- Task data:
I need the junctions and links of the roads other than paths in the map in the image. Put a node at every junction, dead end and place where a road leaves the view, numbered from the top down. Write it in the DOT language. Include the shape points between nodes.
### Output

...

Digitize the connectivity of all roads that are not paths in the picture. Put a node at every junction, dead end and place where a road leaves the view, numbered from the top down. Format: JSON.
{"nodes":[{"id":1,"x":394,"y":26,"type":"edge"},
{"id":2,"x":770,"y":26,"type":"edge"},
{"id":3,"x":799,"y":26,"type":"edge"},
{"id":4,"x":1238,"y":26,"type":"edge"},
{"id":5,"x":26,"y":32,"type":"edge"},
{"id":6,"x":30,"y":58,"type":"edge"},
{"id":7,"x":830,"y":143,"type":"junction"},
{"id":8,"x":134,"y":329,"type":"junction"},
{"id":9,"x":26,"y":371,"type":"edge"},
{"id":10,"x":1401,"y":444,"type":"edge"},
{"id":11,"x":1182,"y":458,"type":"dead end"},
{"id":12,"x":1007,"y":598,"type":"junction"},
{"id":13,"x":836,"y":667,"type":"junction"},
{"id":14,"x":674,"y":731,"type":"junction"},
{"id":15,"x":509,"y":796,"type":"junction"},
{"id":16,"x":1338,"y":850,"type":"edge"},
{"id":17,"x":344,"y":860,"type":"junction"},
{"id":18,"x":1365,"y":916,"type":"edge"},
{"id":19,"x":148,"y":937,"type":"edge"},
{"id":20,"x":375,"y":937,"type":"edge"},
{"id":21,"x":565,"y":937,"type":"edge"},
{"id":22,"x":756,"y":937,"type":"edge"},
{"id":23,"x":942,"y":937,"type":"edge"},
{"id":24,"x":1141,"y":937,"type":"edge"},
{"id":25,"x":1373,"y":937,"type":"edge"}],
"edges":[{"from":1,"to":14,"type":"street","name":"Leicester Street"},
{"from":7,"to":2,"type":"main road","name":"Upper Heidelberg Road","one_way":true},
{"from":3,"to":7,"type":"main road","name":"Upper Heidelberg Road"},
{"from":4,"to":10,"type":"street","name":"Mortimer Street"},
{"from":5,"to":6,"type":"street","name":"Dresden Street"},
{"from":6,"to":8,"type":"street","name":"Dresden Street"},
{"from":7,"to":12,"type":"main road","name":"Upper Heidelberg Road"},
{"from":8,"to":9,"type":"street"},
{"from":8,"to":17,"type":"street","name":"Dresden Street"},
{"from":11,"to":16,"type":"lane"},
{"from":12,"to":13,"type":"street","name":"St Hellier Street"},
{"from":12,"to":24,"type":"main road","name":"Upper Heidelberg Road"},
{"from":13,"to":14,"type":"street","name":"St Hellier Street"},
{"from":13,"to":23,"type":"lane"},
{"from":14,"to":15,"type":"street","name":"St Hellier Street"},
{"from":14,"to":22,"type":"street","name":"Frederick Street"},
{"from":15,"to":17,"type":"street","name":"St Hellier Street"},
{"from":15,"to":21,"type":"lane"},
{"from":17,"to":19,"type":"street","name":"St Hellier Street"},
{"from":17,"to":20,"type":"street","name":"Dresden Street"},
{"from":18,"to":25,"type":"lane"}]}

* * *

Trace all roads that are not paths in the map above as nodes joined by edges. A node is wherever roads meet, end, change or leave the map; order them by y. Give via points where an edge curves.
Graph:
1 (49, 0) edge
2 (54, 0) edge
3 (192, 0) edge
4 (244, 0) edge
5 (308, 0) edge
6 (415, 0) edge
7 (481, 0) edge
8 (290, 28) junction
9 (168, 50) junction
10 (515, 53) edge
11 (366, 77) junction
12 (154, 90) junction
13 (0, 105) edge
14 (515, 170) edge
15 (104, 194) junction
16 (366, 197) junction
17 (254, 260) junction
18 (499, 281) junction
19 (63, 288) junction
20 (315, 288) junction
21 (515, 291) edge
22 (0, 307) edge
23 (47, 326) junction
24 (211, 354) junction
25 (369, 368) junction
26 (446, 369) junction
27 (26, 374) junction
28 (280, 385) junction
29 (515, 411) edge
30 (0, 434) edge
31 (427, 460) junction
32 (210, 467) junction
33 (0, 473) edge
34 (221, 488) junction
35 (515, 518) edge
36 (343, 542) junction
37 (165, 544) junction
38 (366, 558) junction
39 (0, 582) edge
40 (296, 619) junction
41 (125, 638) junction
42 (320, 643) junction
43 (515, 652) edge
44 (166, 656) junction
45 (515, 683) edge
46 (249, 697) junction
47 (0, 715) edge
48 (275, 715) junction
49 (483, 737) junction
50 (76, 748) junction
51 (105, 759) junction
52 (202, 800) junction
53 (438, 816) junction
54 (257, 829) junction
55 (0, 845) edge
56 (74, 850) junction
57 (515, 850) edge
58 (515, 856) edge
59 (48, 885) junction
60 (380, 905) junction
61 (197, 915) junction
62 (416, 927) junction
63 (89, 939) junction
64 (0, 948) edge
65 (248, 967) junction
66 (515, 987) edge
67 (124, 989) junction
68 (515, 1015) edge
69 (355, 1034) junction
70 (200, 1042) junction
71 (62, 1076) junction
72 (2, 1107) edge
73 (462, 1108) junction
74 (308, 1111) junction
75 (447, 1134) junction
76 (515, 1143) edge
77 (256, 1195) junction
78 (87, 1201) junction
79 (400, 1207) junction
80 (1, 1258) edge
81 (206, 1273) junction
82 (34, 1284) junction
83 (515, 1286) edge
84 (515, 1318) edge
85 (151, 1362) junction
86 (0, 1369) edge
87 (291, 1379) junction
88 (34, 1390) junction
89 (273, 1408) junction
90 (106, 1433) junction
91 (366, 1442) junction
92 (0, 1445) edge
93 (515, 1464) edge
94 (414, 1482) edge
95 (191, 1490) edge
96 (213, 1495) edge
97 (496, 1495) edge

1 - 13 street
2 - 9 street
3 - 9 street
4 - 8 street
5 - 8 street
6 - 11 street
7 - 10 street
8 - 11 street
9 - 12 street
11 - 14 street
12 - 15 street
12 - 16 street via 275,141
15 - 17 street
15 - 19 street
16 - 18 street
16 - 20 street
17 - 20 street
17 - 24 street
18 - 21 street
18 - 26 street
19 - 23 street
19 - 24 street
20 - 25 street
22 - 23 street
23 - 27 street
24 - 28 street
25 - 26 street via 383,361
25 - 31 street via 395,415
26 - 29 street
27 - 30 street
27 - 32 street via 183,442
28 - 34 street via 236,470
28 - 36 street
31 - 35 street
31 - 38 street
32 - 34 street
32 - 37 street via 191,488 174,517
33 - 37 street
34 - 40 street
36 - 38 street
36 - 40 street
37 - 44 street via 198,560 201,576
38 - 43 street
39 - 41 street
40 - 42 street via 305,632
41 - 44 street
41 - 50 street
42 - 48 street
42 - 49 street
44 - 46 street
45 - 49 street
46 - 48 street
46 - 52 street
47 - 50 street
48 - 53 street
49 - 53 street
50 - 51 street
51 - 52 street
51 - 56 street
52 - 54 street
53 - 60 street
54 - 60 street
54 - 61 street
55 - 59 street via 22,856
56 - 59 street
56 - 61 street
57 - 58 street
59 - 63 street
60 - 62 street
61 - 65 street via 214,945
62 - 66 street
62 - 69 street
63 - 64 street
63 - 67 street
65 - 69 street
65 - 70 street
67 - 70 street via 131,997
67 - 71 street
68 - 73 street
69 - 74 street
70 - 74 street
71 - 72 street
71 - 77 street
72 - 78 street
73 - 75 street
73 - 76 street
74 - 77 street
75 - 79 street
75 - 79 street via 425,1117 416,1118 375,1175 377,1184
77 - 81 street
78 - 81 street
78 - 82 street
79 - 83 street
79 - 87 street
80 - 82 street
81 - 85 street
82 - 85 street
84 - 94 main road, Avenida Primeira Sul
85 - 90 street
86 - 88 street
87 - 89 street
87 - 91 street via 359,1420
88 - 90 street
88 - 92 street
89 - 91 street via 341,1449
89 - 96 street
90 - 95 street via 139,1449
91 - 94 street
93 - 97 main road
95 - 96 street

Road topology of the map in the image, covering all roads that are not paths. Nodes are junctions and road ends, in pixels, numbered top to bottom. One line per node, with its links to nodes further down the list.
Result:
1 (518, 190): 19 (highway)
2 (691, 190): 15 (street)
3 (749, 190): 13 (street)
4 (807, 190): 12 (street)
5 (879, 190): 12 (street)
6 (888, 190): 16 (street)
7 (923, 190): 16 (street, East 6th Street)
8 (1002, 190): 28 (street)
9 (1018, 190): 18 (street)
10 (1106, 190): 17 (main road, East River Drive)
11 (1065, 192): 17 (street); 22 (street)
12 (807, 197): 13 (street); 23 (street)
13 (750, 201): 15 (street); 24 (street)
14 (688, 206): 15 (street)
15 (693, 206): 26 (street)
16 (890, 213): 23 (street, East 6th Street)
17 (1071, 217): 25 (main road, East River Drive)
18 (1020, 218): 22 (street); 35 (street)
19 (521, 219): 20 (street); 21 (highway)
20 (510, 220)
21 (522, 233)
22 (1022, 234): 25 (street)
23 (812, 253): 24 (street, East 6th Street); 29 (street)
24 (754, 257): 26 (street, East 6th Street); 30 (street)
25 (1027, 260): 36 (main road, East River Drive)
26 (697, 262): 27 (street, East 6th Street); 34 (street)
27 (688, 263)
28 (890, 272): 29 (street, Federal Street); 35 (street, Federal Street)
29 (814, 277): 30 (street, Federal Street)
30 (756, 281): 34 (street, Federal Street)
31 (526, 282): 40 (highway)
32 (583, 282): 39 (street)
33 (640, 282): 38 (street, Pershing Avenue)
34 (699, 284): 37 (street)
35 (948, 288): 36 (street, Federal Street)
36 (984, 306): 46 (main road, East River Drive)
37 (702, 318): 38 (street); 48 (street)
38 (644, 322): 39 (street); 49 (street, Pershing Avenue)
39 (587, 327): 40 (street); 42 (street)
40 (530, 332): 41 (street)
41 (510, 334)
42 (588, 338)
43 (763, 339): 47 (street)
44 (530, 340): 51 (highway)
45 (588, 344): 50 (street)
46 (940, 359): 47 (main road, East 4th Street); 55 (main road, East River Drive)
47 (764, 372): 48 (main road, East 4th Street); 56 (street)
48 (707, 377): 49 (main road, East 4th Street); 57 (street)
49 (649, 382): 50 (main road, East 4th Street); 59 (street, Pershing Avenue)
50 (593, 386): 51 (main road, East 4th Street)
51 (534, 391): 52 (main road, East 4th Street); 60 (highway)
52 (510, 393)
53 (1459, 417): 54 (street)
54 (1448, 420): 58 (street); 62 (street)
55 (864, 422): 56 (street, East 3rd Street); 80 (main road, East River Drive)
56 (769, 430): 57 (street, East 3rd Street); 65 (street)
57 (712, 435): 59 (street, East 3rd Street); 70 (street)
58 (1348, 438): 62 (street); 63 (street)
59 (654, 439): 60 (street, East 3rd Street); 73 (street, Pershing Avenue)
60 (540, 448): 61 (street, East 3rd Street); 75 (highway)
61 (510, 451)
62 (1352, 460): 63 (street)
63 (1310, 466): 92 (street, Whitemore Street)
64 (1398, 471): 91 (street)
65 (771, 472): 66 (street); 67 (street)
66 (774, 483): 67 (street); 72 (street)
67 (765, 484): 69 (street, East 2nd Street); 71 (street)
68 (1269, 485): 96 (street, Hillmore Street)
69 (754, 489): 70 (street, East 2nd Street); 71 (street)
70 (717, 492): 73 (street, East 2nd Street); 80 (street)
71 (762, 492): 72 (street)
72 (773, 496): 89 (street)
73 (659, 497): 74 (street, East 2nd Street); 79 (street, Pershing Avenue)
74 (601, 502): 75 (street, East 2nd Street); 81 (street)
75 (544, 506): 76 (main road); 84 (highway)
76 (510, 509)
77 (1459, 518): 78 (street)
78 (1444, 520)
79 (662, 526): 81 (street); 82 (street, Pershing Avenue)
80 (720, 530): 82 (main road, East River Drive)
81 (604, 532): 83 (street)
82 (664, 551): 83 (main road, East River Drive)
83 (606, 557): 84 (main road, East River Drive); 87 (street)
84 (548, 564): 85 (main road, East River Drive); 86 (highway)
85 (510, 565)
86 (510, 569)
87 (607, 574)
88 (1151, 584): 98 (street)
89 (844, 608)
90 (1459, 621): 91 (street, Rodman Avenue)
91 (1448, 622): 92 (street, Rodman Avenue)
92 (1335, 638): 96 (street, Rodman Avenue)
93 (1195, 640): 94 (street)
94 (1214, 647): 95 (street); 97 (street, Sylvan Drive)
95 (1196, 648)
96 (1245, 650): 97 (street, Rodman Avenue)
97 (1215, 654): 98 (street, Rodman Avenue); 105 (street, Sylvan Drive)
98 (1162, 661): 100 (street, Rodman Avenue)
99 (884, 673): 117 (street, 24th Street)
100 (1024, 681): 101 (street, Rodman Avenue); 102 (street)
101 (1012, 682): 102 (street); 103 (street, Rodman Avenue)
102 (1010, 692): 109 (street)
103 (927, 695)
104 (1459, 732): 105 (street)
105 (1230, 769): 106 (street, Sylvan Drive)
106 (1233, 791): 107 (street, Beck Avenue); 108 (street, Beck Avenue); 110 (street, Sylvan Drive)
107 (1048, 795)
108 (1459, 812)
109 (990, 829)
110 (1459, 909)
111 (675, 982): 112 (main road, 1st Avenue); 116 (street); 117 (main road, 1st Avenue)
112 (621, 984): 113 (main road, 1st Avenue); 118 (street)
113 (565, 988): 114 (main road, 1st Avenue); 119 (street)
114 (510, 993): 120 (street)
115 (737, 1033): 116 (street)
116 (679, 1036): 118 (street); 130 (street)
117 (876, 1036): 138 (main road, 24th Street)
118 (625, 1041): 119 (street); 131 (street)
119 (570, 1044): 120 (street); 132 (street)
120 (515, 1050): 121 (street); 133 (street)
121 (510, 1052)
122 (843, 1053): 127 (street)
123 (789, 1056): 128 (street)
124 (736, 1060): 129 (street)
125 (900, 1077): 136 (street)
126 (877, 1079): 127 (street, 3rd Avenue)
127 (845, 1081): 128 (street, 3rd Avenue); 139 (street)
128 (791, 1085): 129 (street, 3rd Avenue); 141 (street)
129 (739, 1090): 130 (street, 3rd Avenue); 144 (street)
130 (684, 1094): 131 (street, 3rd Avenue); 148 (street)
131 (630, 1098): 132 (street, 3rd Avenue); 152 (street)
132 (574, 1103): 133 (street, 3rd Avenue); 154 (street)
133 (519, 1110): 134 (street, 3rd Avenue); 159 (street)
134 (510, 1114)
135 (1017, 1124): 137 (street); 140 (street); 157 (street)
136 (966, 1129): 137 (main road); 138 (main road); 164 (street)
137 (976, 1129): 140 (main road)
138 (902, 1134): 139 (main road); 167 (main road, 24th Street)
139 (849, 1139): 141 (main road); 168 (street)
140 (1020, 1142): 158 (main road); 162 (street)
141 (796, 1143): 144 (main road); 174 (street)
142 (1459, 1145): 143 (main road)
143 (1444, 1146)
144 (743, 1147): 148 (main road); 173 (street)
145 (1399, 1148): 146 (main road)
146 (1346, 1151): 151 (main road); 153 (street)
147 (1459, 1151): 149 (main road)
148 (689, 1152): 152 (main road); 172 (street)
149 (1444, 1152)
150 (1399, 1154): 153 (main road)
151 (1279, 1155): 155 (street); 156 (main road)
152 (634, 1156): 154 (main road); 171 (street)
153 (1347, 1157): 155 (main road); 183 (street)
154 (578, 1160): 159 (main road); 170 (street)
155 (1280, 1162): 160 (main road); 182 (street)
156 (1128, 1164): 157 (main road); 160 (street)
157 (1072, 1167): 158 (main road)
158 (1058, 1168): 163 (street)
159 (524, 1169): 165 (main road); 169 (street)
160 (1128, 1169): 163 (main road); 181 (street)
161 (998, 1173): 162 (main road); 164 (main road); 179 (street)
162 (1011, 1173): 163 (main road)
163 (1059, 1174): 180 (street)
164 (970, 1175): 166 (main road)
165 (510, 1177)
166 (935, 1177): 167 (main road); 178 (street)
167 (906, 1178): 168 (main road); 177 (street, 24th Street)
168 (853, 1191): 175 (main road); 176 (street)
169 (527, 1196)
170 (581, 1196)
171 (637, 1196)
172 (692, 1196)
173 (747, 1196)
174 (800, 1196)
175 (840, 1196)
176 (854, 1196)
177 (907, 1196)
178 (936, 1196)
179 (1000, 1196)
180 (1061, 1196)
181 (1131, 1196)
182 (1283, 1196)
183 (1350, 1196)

- Task goal: Count each line of the material that includes "junctions", and reply with only the count.

- The completed task: 2